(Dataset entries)

########

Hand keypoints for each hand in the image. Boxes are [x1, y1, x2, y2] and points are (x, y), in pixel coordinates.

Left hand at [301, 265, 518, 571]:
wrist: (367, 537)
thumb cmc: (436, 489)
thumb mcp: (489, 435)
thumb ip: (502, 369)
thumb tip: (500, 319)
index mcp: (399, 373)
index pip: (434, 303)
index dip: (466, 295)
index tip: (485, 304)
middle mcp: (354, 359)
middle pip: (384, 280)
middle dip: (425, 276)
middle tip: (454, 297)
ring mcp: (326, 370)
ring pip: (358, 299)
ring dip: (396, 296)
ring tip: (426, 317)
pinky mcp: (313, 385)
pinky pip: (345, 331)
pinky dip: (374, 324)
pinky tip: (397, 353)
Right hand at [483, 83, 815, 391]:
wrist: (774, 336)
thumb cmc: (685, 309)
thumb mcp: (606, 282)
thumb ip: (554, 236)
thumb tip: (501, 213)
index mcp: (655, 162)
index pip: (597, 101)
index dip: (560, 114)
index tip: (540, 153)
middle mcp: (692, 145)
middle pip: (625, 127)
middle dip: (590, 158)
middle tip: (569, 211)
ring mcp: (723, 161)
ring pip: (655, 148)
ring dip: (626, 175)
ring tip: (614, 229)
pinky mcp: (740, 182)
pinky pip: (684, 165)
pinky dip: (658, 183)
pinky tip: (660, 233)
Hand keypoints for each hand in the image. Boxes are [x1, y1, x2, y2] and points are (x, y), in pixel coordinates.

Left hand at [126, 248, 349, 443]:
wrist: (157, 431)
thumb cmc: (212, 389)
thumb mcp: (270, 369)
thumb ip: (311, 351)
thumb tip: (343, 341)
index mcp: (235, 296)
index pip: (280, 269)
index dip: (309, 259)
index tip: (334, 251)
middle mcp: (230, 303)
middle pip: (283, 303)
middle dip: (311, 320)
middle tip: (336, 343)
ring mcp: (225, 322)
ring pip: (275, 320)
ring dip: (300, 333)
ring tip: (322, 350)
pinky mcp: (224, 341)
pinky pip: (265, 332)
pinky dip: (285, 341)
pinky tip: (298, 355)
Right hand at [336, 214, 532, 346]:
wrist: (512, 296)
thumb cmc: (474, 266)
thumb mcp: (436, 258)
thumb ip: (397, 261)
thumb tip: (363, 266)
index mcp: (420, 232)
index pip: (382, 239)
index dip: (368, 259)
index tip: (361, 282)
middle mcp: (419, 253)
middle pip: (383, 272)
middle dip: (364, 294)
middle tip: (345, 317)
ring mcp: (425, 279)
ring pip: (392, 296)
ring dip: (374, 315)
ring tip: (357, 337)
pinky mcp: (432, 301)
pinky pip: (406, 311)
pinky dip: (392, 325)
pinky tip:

########

▶ _Exercise directions_: Each record above needs to be reproduced exactly as written.

▶ _Task answer_:
Hand keypoints for each hand in the image. Boxes are [x1, y1, x2, y2] and points are (x, y), in pixel coordinates.

Left hand at [301, 265, 518, 571]:
wrist: (367, 537)
thumb cmc: (436, 489)
thumb mcp: (489, 435)
thumb ip: (502, 369)
thumb tip: (500, 319)
index mcp: (399, 373)
index pip: (434, 303)
index dip: (466, 295)
index tip: (485, 304)
middle mcp: (354, 359)
middle pip: (384, 280)
middle dip: (425, 276)
middle tip: (454, 297)
ring mcp: (326, 370)
ring pip: (358, 299)
ring dip: (396, 296)
ring tip: (426, 317)
pinky mcp: (313, 385)
pinky pip: (345, 331)
pinky dip: (374, 324)
pinky tip: (397, 353)
Right hand at [483, 83, 815, 391]:
wrist: (774, 336)
thumb cmc: (685, 309)
thumb mcp: (606, 282)
thumb ip: (554, 236)
thumb tip: (501, 213)
index mcp: (655, 162)
index pip: (597, 101)
index dip: (560, 114)
index tip: (540, 153)
middle mcp: (692, 145)
middle pip: (625, 127)
middle dip: (590, 158)
middle tip: (569, 211)
ring mcp: (723, 161)
ring pip: (655, 148)
ring dip: (626, 175)
ring tip: (614, 229)
pinky mcp: (740, 182)
pinky pip: (684, 165)
pinky dip: (658, 183)
pinky tip: (660, 233)
Hand keypoints for each hand in the image. Boxes are [x1, y1, x2, y2] and points are (x, y), in pixel coordinates.

Left hand at [126, 248, 349, 443]:
wrist: (157, 431)
thumb cmc: (212, 389)
thumb mcp: (270, 369)
thumb ip: (311, 351)
thumb tip: (343, 341)
index mcp: (235, 296)
index pip: (280, 269)
index dip: (309, 259)
index tip: (334, 251)
middle mcp: (230, 303)
middle pip: (283, 303)
middle dip: (311, 320)
middle tip: (336, 343)
ring mcp: (225, 322)
ring pip: (275, 320)
ring dip: (300, 333)
ring tip: (322, 350)
pinky mcp: (224, 341)
pinky pip: (265, 332)
pinky dip: (285, 341)
pinky tip: (298, 355)
Right hand at [336, 214, 532, 346]:
wrist: (512, 296)
thumb cmc: (474, 266)
thumb mcp: (436, 258)
thumb ip: (397, 261)
thumb tip: (363, 266)
index mcp: (420, 232)
index pip: (382, 239)
index dip: (368, 259)
index tip: (361, 282)
middle mcp: (419, 253)
middle pip: (383, 272)
middle dip: (364, 294)
middle tip: (345, 317)
ring mcp: (425, 279)
ring pip: (392, 296)
ring dip: (374, 315)
ring tip: (357, 337)
pinky mcp: (432, 301)
pinky pip: (406, 311)
pinky dip: (392, 325)
pinky tip:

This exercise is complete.